In the November 22 issue of Newsweek magazine, Daniel Stone defended the Obama administration by blaming the institution of the presidency for failures rather than the chief executive himself: "The issue is not Obama, it’s the office....Can any single person fully meet the demands of the 21st-century presidency?" The same argument was used to excuse an overwhelmed Jimmy Carter 30 years earlier.
The sub-headline for the piece read: "The presidency has grown, and grown and grown, into the most powerful, most impossible job in the world." At one point, Stone explained: "Among a handful of presidential historians Newsweek contacted for this story, there was a general consensus that the modern presidency may have become too bloated." A January 13, 1980 Washington Post article made a similar conclusion about the beleaguered Carter administration: "Voters have lowered their expectations of what any president can accomplish; they have accepted the notion that this country may never again have heroic, larger-than-life leadership in the White House."
Post writer Walter Shapiro went on to describe how, "Some voters have entirely discarded textbook notions about presidential greatness and believe that Carter is doing as good a job as anyone could in facing new and difficult problems and in coping with an independent and restive Congress." He actually lamented the fact that "a sizable segment of the electorate...still applies traditional standards in assessing Carter's performance in office."
Later that same year, in a Christian Science Monitor story entitled "Carter and the Eroding Presidency," writer Richard J. Cattani cited Stephen Wayne of George Washington University, who claimed: "There's something institutional about the decline." Cattani noted how "Wayne and others...see a weakening of the presidency since Vietnam and Watergate that makes it difficult for officeholders to fulfill expectations."
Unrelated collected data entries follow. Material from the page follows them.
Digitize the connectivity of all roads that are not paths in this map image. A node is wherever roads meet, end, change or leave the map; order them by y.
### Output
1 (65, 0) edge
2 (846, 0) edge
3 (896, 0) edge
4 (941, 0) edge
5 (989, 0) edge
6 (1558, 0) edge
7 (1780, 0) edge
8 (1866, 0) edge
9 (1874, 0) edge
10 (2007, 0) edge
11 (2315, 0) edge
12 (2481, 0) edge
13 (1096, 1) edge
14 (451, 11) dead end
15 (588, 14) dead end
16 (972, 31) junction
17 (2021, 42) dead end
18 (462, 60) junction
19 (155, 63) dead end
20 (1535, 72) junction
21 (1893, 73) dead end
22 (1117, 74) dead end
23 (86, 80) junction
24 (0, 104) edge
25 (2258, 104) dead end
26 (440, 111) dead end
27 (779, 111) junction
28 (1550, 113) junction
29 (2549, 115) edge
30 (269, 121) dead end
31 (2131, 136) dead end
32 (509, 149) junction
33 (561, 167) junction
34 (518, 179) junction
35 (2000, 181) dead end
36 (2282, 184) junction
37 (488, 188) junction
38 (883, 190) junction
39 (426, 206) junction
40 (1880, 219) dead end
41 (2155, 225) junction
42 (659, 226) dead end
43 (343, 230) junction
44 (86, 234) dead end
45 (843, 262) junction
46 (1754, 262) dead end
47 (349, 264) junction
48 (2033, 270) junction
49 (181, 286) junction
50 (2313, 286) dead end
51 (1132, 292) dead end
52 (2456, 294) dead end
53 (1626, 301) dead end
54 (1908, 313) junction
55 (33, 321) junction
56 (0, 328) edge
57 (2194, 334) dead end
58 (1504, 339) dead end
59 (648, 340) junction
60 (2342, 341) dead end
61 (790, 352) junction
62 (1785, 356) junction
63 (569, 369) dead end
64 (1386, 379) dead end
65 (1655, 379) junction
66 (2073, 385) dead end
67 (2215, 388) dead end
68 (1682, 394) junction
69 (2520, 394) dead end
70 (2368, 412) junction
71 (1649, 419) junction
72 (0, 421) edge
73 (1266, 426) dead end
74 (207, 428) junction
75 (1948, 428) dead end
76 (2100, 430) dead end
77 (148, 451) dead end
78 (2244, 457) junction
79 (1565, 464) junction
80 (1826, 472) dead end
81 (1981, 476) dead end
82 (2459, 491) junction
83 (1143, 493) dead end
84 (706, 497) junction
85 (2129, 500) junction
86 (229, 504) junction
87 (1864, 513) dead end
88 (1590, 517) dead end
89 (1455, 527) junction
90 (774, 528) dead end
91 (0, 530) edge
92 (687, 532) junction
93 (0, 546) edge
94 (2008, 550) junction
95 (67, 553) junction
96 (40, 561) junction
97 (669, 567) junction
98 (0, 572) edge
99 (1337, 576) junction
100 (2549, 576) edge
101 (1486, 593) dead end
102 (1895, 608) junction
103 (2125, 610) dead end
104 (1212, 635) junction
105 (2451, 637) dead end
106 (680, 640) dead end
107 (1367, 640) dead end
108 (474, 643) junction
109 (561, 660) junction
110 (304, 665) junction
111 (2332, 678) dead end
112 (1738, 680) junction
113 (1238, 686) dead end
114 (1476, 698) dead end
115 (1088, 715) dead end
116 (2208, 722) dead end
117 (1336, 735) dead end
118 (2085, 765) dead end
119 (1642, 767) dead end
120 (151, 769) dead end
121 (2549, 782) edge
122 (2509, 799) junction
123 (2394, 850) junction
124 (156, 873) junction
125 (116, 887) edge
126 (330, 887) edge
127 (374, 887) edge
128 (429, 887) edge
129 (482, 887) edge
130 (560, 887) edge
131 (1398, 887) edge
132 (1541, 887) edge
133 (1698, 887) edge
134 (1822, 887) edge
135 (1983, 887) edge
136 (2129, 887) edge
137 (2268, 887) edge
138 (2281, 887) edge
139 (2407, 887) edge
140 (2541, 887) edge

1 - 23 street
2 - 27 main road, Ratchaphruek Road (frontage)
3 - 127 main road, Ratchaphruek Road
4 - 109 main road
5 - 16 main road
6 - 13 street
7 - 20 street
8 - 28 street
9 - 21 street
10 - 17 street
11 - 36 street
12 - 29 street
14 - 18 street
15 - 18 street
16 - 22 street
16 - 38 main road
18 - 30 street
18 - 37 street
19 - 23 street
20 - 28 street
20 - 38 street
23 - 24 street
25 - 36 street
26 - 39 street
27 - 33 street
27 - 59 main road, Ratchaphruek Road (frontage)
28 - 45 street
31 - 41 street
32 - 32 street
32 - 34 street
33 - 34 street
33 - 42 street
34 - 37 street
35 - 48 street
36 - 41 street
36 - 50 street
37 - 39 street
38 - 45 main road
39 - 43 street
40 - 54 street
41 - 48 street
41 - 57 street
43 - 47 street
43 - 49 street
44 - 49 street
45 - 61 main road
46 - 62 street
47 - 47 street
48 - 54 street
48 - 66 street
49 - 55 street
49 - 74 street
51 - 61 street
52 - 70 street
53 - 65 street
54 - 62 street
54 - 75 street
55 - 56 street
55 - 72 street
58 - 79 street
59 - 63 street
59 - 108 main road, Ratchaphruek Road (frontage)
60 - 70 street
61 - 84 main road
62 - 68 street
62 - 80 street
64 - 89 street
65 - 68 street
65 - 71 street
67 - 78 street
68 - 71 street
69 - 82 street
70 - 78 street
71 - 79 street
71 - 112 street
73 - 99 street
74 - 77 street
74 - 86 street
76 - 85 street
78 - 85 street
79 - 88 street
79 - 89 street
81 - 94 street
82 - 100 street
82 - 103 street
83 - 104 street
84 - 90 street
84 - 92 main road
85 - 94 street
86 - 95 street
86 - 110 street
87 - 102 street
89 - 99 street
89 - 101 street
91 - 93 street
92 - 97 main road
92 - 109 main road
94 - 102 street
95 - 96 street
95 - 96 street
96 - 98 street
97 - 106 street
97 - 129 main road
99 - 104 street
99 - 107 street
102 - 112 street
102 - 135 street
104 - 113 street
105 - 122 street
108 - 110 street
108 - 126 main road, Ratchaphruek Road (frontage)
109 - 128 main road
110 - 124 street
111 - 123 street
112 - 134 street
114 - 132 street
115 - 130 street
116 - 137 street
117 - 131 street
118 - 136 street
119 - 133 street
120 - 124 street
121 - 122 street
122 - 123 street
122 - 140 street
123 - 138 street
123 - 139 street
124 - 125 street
In a July 7, 1986 cover story for Time magazine, Hugh Sidey largely dismissed the notion of the unwieldy presidency as he assessed the success of the Reagan administration: "Reagan has reasserted the force of individual leadership. Americans heard for years that the presidency had grown too complex for one person to manage, that the office had been crippled. Reagan seems to slide through a presidential day with ease....It may be that his principal accomplishment has been to restore the prestige and plausibility of his office."
In 2010, Newsweek argues that the White House bureaucracy has grown far beyond the ability of one executive to manage it all. Stone cites the post-9/11 era under George W. Bush as "the most striking expansion of the office in recent years" and notes that despite President Obama's campaign rhetoric of making government more efficient, various new departments have been added or proposed. However, the piece never goes so far as to embrace conservative calls for limited government as a solution to the supposedly "most impossible job in the world."